-------- INPUT MATERIAL --------

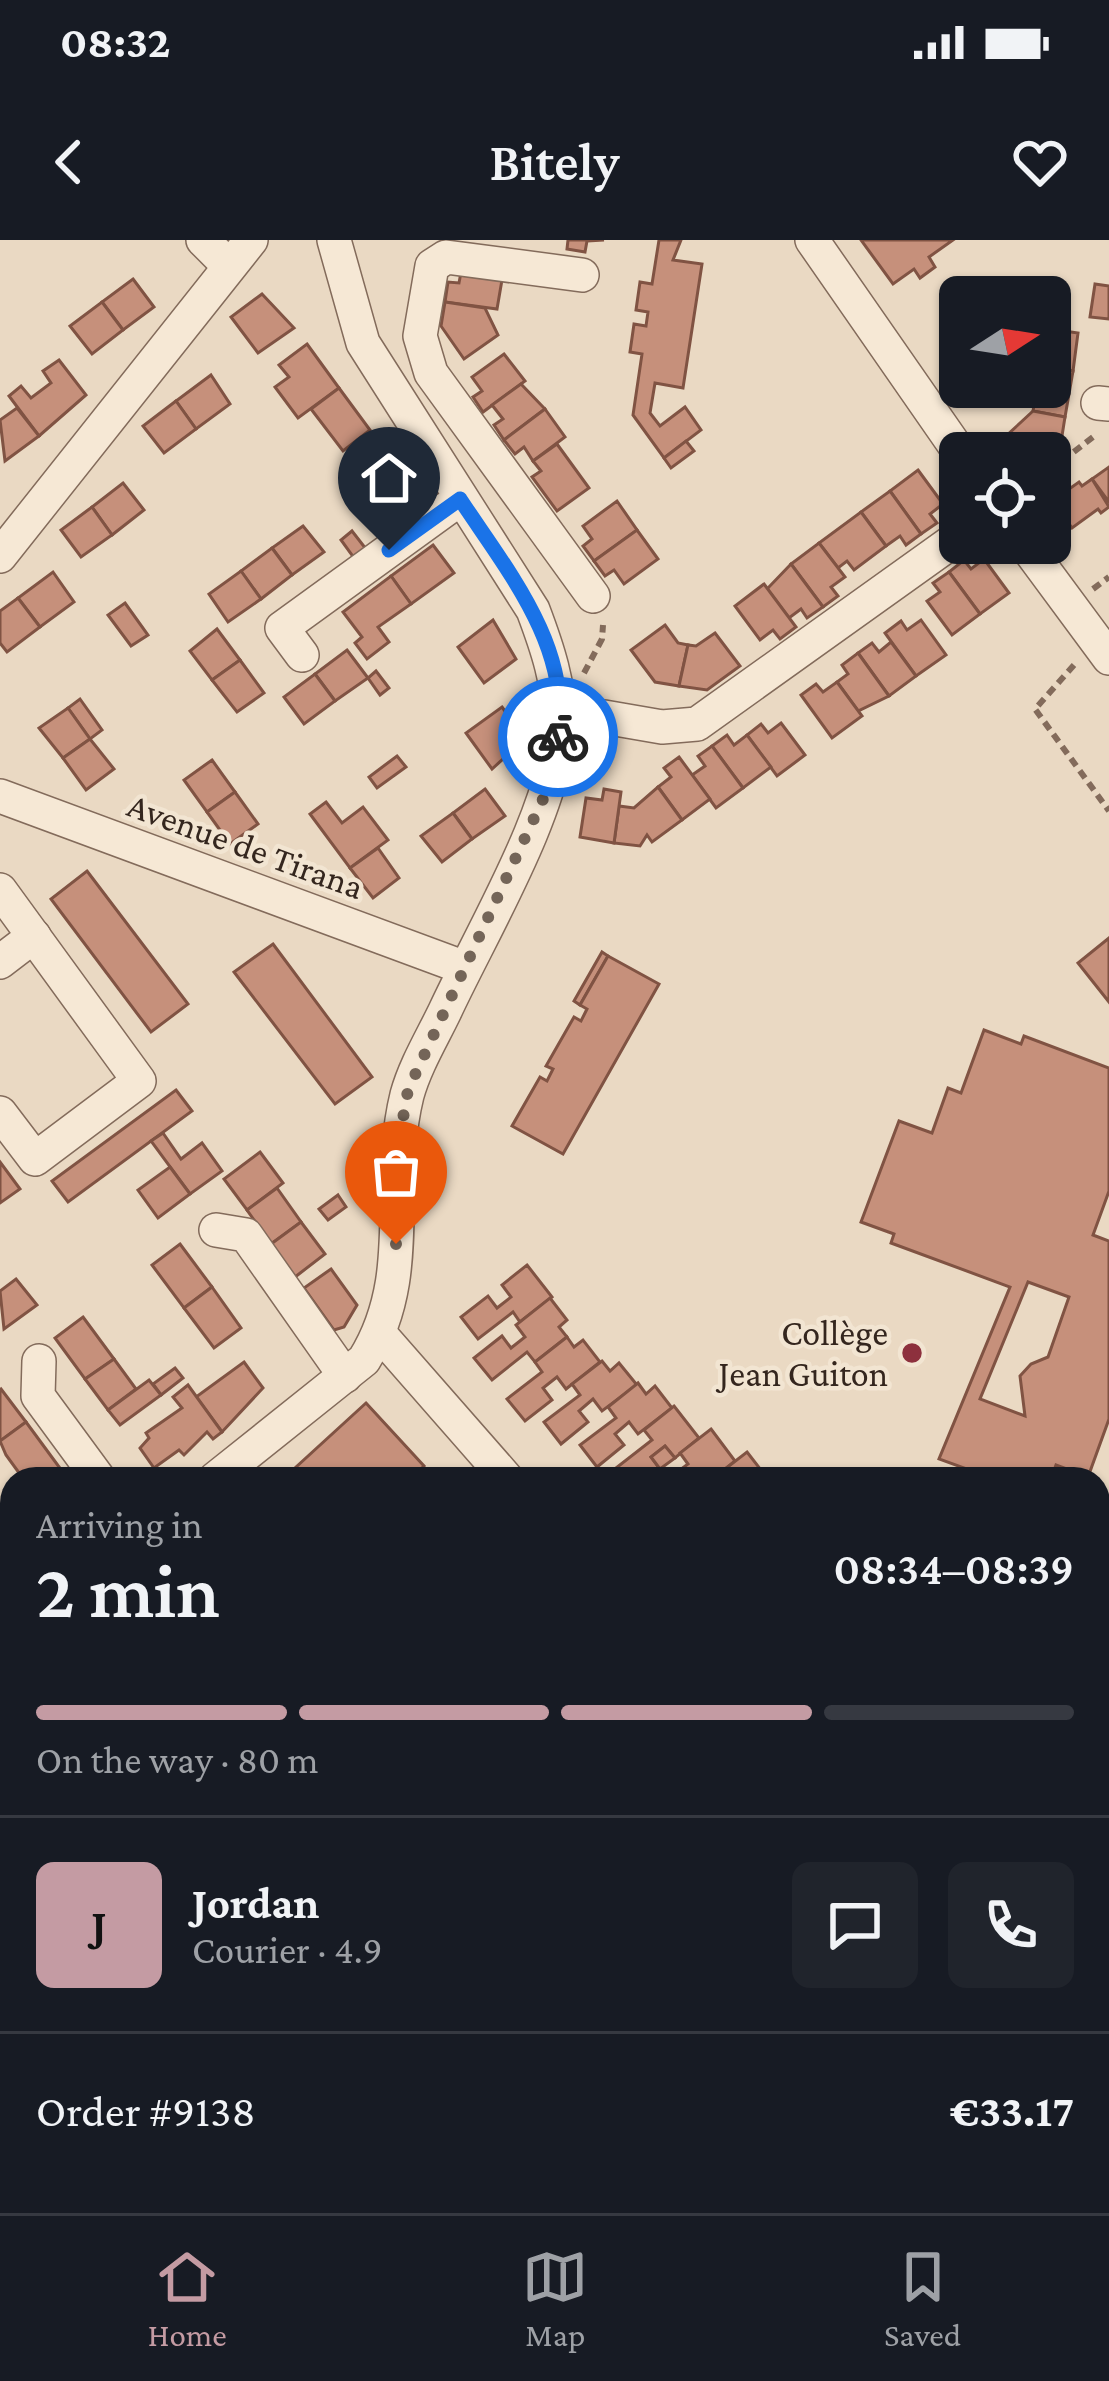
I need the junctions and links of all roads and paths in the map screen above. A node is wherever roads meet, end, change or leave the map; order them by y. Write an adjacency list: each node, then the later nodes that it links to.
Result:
1 (202, 240): 5 (street)
2 (251, 240): 5 (street)
3 (334, 240): 8 (street)
4 (812, 240): 10 (street)
5 (228, 265): 14 (street)
6 (582, 275): 7 (street)
7 (420, 336): 8 (street); 16 (street)
8 (389, 392): 12 (street)
9 (1106, 411): 11 (path)
10 (945, 432)
11 (1071, 448)
12 (460, 499): 18 (street); 26 (street)
13 (939, 551): 20 (street)
14 (0, 556)
15 (1040, 564): 19 (street)
16 (593, 596): 20 (path)
17 (1066, 648): 22 (path)
18 (302, 656)
19 (1109, 658)
20 (604, 717)
21 (0, 796): 26 (street, Avenue de Tirana)
22 (1109, 812)
23 (0, 890): 24 (street)
24 (34, 936): 25 (street); 27 (street)
25 (0, 962)
26 (465, 968): 29 (street)
27 (0, 1113)
28 (216, 1230): 31 (street)
29 (380, 1334): 31 (street); 34 (street)
30 (39, 1361): 32 (street)
31 (345, 1376): 33 (street)
32 (90, 1467)
33 (230, 1467)
34 (489, 1467)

--------

## WHAT IS EXPECTED
When a line carries an image, skip the image and repeat everything else above exactly as written.

## SOLUTION
I need the junctions and links of all roads and paths in the map screen above. A node is wherever roads meet, end, change or leave the map; order them by y. Write an adjacency list: each node, then the later nodes that it links to.
Result:
1 (202, 240): 5 (street)
2 (251, 240): 5 (street)
3 (334, 240): 8 (street)
4 (812, 240): 10 (street)
5 (228, 265): 14 (street)
6 (582, 275): 7 (street)
7 (420, 336): 8 (street); 16 (street)
8 (389, 392): 12 (street)
9 (1106, 411): 11 (path)
10 (945, 432)
11 (1071, 448)
12 (460, 499): 18 (street); 26 (street)
13 (939, 551): 20 (street)
14 (0, 556)
15 (1040, 564): 19 (street)
16 (593, 596): 20 (path)
17 (1066, 648): 22 (path)
18 (302, 656)
19 (1109, 658)
20 (604, 717)
21 (0, 796): 26 (street, Avenue de Tirana)
22 (1109, 812)
23 (0, 890): 24 (street)
24 (34, 936): 25 (street); 27 (street)
25 (0, 962)
26 (465, 968): 29 (street)
27 (0, 1113)
28 (216, 1230): 31 (street)
29 (380, 1334): 31 (street); 34 (street)
30 (39, 1361): 32 (street)
31 (345, 1376): 33 (street)
32 (90, 1467)
33 (230, 1467)
34 (489, 1467)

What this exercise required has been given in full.